15. Fernando Lemus feat. StayMetalRay & Thomas Alvarez – “The Negative One”

This is one of the entries where the public backstory is thinner, so the case for it rests mostly on the performance itself. But even with minimal surrounding context, Fernando Lemus’ collaboration with StayMetalRay and Thomas Alvarez earns its place because it understands what “The Negative One” needs: pressure, density, and total commitment. The song gives cover artists very little room to soften or decorate it, and this version wisely does neither. It goes for weight and keeps the atmosphere punishing.

16. Underground United – “Disasterpiece”

Underground United’s “Disasterpiece” is another cover whose public documentation is fairly lean, but the collab format tells you most of what you need to know. It is presented as a full-band cover collaboration rather than a polished label-style release, and that rawness works in the song’s favor. “Disasterpiece” should sound unstable, overloaded, and a little unsafe, and this version has the good sense not to civilize it. It is not the most transformative cover in the list. It is one of the more direct ones, and that is exactly why it works.

17. Listopad – “Before I Forget”

Listopad’s acoustic “Before I Forget” remains one of the clearest examples of how adaptable Slipknot can be when the songwriting is strong enough. Posted more than a decade ago as part of the AKUSESSIONS format, the performance has pulled in millions of YouTube views, and it is easy to hear why. Rather than flattening the song into campfire sentiment, Listopad keeps the urgency alive through strummed momentum and vocal push. The heaviness changes shape, but the forward motion stays intact.

18. Sock Puppet Parody – “Wait in Bleach” / “Wait and Bleed” send-up

The novelty entry belongs here because it proves a useful point: Slipknot covers do not have to stay solemn to stay memorable. SockPuppetParody’s Slipknot spoof, publicly framed as “Wait in Bleach,” was notable enough to get picked up by Blabbermouth and Guitar World back in 2015. What makes it stick is not just the joke but the quality of the contrast. “Wait and Bleed” already has panic, bounce, and theatrical exaggeration baked into it, so turning it into sock-puppet chaos feels less destructive than you might expect. Ridiculous, yes. Disposable, no.

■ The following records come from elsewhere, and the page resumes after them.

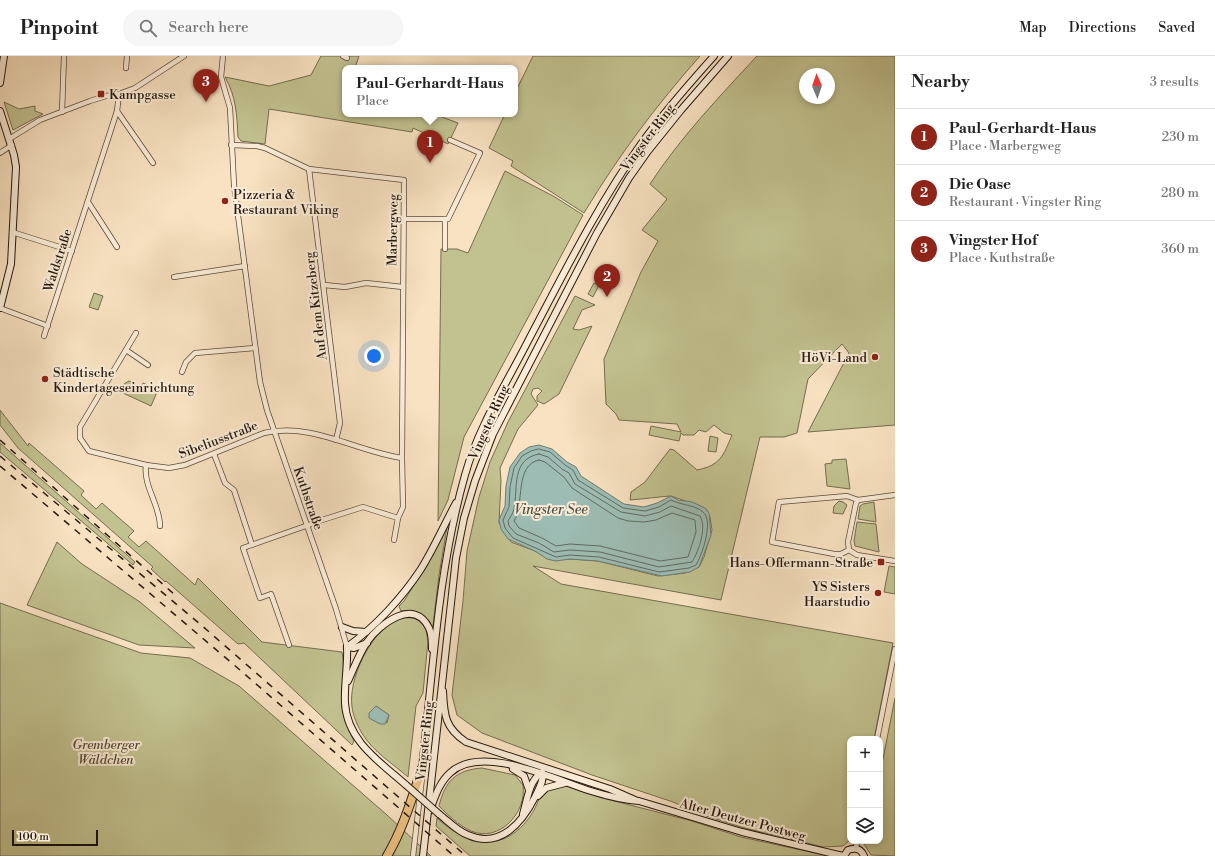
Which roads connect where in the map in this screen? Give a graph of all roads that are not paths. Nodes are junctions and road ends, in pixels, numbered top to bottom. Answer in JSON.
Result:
{"nodes":[{"id":1,"x":4,"y":56,"type":"edge"},
{"id":2,"x":64,"y":56,"type":"edge"},
{"id":3,"x":127,"y":56,"type":"edge"},
{"id":4,"x":184,"y":56,"type":"edge"},
{"id":5,"x":223,"y":56,"type":"edge"},
{"id":6,"x":714,"y":56,"type":"edge"},
{"id":7,"x":728,"y":56,"type":"edge"},
{"id":8,"x":126,"y":68,"type":"dead end"},
{"id":9,"x":0,"y":83,"type":"edge"},
{"id":10,"x":119,"y":94,"type":"junction"},
{"id":11,"x":0,"y":111,"type":"edge"},
{"id":12,"x":117,"y":111,"type":"junction"},
{"id":13,"x":62,"y":112,"type":"junction"},
{"id":14,"x":450,"y":140,"type":"dead end"},
{"id":15,"x":10,"y":142,"type":"junction"},
{"id":16,"x":232,"y":145,"type":"junction"},
{"id":17,"x":0,"y":153,"type":"edge"},
{"id":18,"x":153,"y":163,"type":"dead end"},
{"id":19,"x":309,"y":169,"type":"junction"},
{"id":20,"x":88,"y":202,"type":"junction"},
{"id":21,"x":404,"y":219,"type":"junction"},
{"id":22,"x":445,"y":219,"type":"junction"},
{"id":23,"x":12,"y":232,"type":"junction"},
{"id":24,"x":117,"y":248,"type":"dead end"},
{"id":25,"x":444,"y":249,"type":"dead end"},
{"id":26,"x":72,"y":251,"type":"junction"},
{"id":27,"x":245,"y":266,"type":"junction"},
{"id":28,"x":174,"y":277,"type":"dead end"},
{"id":29,"x":324,"y":285,"type":"junction"},
{"id":30,"x":403,"y":287,"type":"junction"},
{"id":31,"x":0,"y":308,"type":"edge"},
{"id":32,"x":48,"y":326,"type":"junction"},
{"id":33,"x":136,"y":333,"type":"dead end"},
{"id":34,"x":44,"y":336,"type":"dead end"},
{"id":35,"x":255,"y":348,"type":"junction"},
{"id":36,"x":126,"y":350,"type":"junction"},
{"id":37,"x":148,"y":365,"type":"dead end"},
{"id":38,"x":182,"y":372,"type":"dead end"},
{"id":39,"x":274,"y":430,"type":"junction"},
{"id":40,"x":336,"y":440,"type":"junction"},
{"id":41,"x":214,"y":454,"type":"junction"},
{"id":42,"x":402,"y":458,"type":"junction"},
{"id":43,"x":146,"y":465,"type":"junction"},
{"id":44,"x":461,"y":492,"type":"junction"},
{"id":45,"x":895,"y":495,"type":"edge"},
{"id":46,"x":858,"y":500,"type":"junction"},
{"id":47,"x":398,"y":518,"type":"junction"},
{"id":48,"x":307,"y":525,"type":"junction"},
{"id":49,"x":160,"y":526,"type":"dead end"},
{"id":50,"x":394,"y":540,"type":"dead end"},
{"id":51,"x":252,"y":545,"type":"junction"},
{"id":52,"x":848,"y":550,"type":"junction"},
{"id":53,"x":895,"y":561,"type":"edge"},
{"id":54,"x":342,"y":627,"type":"junction"},
{"id":55,"x":366,"y":632,"type":"junction"},
{"id":56,"x":367,"y":642,"type":"junction"},
{"id":57,"x":289,"y":645,"type":"dead end"},
{"id":58,"x":347,"y":648,"type":"junction"},
{"id":59,"x":895,"y":649,"type":"edge"},
{"id":60,"x":434,"y":659,"type":"junction"},
{"id":61,"x":442,"y":672,"type":"junction"},
{"id":62,"x":346,"y":686,"type":"junction"},
{"id":63,"x":878,"y":736,"type":"edge"},
{"id":64,"x":490,"y":762,"type":"junction"},
{"id":65,"x":533,"y":763,"type":"junction"},
{"id":66,"x":422,"y":768,"type":"junction"},
{"id":67,"x":554,"y":770,"type":"junction"},
{"id":68,"x":541,"y":774,"type":"junction"},
{"id":69,"x":566,"y":783,"type":"junction"},
{"id":70,"x":529,"y":790,"type":"junction"},
{"id":71,"x":639,"y":802,"type":"junction"},
{"id":72,"x":529,"y":808,"type":"junction"},
{"id":73,"x":427,"y":818,"type":"junction"},
{"id":74,"x":521,"y":820,"type":"junction"},
{"id":75,"x":857,"y":844,"type":"edge"},
{"id":76,"x":856,"y":848,"type":"junction"},
{"id":77,"x":387,"y":856,"type":"edge"},
{"id":78,"x":413,"y":856,"type":"edge"},
{"id":79,"x":423,"y":856,"type":"edge"},
{"id":80,"x":844,"y":856,"type":"edge"},
{"id":81,"x":864,"y":856,"type":"edge"}],
"edges":[{"from":1,"to":9,"type":"main road"},
{"from":2,"to":13,"type":"street"},
{"from":3,"to":8,"type":"street"},
{"from":4,"to":10,"type":"street"},
{"from":5,"to":16,"type":"street","name":"Kuthstraße"},
{"from":6,"to":44,"type":"main road","name":"Vingster Ring"},
{"from":7,"to":61,"type":"main road","name":"Vingster Ring"},
{"from":10,"to":12,"type":"street","name":"Waldstraße"},
{"from":10,"to":13,"type":"street"},
{"from":11,"to":15,"type":"main road"},
{"from":12,"to":18,"type":"street"},
{"from":12,"to":20,"type":"street","name":"Waldstraße"},
{"from":13,"to":15,"type":"street"},
{"from":14,"to":22,"type":"street"},
{"from":15,"to":17,"type":"street"},
{"from":15,"to":23,"type":"main road"},
{"from":16,"to":19,"type":"street","name":"Marbergweg"},
{"from":16,"to":27,"type":"street","name":"Kuthstraße"},
{"from":19,"to":21,"type":"street","name":"Marbergweg"},
{"from":19,"to":29,"type":"street","name":"Auf dem Kitzeberg"},
{"from":20,"to":24,"type":"street"},
{"from":20,"to":26,"type":"street","name":"Waldstraße"},
{"from":21,"to":22,"type":"street"},
{"from":21,"to":30,"type":"street","name":"Marbergweg"},
{"from":22,"to":25,"type":"street"},
{"from":23,"to":26,"type":"street"},
{"from":23,"to":31,"type":"main road"},
{"from":26,"to":32,"type":"street","name":"Waldstraße"},
{"from":27,"to":28,"type":"street"},
{"from":27,"to":35,"type":"street","name":"Kuthstraße"},
{"from":29,"to":30,"type":"street"},
{"from":29,"to":40,"type":"street","name":"Auf dem Kitzeberg"},
{"from":30,"to":42,"type":"street","name":"Marbergweg"},
{"from":31,"to":32,"type":"street"},
{"from":32,"to":34,"type":"street","name":"Waldstraße"},
{"from":33,"to":36,"type":"street","name":"Sibeliusstraße"},
{"from":35,"to":38,"type":"street"},
{"from":35,"to":39,"type":"street","name":"Kuthstraße"},
{"from":36,"to":37,"type":"street"},
{"from":36,"to":43,"type":"street","name":"Sibeliusstraße"},
{"from":39,"to":40,"type":"street"},
{"from":39,"to":41,"type":"street","name":"Sibeliusstraße"},
{"from":39,"to":48,"type":"street","name":"Kuthstraße"},
{"from":40,"to":42,"type":"street"},
{"from":41,"to":43,"type":"street","name":"Sibeliusstraße"},
{"from":41,"to":51,"type":"street"},
{"from":42,"to":47,"type":"street","name":"Marbergweg"},
{"from":43,"to":49,"type":"street"},
{"from":44,"to":55,"type":"main road"},
{"from":44,"to":60,"type":"main road","name":"Vingster Ring"},
{"from":45,"to":46,"type":"street"},
{"from":46,"to":52,"type":"street"},
{"from":46,"to":52,"type":"street"},
{"from":47,"to":48,"type":"street"},
{"from":47,"to":50,"type":"street","name":"Marbergweg"},
{"from":48,"to":51,"type":"street"},
{"from":48,"to":54,"type":"street","name":"Kuthstraße"},
{"from":51,"to":57,"type":"street"},
{"from":52,"to":53,"type":"street"},
{"from":54,"to":55,"type":"main road"},
{"from":54,"to":58,"type":"street","name":"Kuthstraße"},
{"from":55,"to":58,"type":"main road"},
{"from":56,"to":58,"type":"main road"},
{"from":56,"to":60,"type":"main road"},
{"from":56,"to":62,"type":"main road"},
{"from":58,"to":62,"type":"main road","name":"Kuthstraße"},
{"from":59,"to":63,"type":"street"},
{"from":60,"to":66,"type":"main road","name":"Vingster Ring"},
{"from":61,"to":65,"type":"main road","name":"Alter Deutzer Postweg"},
{"from":61,"to":73,"type":"main road","name":"Vingster Ring"},
{"from":62,"to":74,"type":"main road","name":"Kuthstraße","bridge":true},
{"from":64,"to":68,"type":"main road","name":"Alter Deutzer Postweg"},
{"from":64,"to":70,"type":"main road"},
{"from":64,"to":73,"type":"main road"},
{"from":65,"to":67,"type":"main road","name":"Alter Deutzer Postweg"},
{"from":65,"to":68,"type":"main road"},
{"from":66,"to":77,"type":"highway"},
{"from":66,"to":78,"type":"street","name":"Vingster Ring"},
{"from":67,"to":68,"type":"main road"},
{"from":67,"to":71,"type":"main road","name":"Alter Deutzer Postweg"},
{"from":68,"to":69,"type":"main road","name":"Alter Deutzer Postweg"},
{"from":68,"to":70,"type":"main road"},
{"from":68,"to":72,"type":"main road","name":"Kuthstraße"},
{"from":69,"to":71,"type":"main road","name":"Alter Deutzer Postweg"},
{"from":69,"to":72,"type":"main road"},
{"from":70,"to":74,"type":"main road"},
{"from":71,"to":80,"type":"main road","name":"Alter Deutzer Postweg"},
{"from":72,"to":74,"type":"main road","name":"Kuthstraße"},
{"from":73,"to":79,"type":"main road","name":"Vingster Ring"},
{"from":75,"to":76,"type":"street"},
{"from":76,"to":80,"type":"main road","name":"Alter Deutzer Postweg"},
{"from":76,"to":81,"type":"main road"}]}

Why Slipknot Songs Inspire Such Different Covers

What all of these versions finally prove is that Slipknot’s best songs were never built on shock alone. The spectacle matters. The abrasion matters. The force matters. But underneath all that, the writing is more flexible than the band’s image sometimes gets credit for. That is why these tracks can survive being pushed toward deathcore, technical prog metal, choir arrangement, acoustic melancholy, kid-band viral chaos, internet comedy, or straight-up reverent violence. The frame changes. The pressure stays.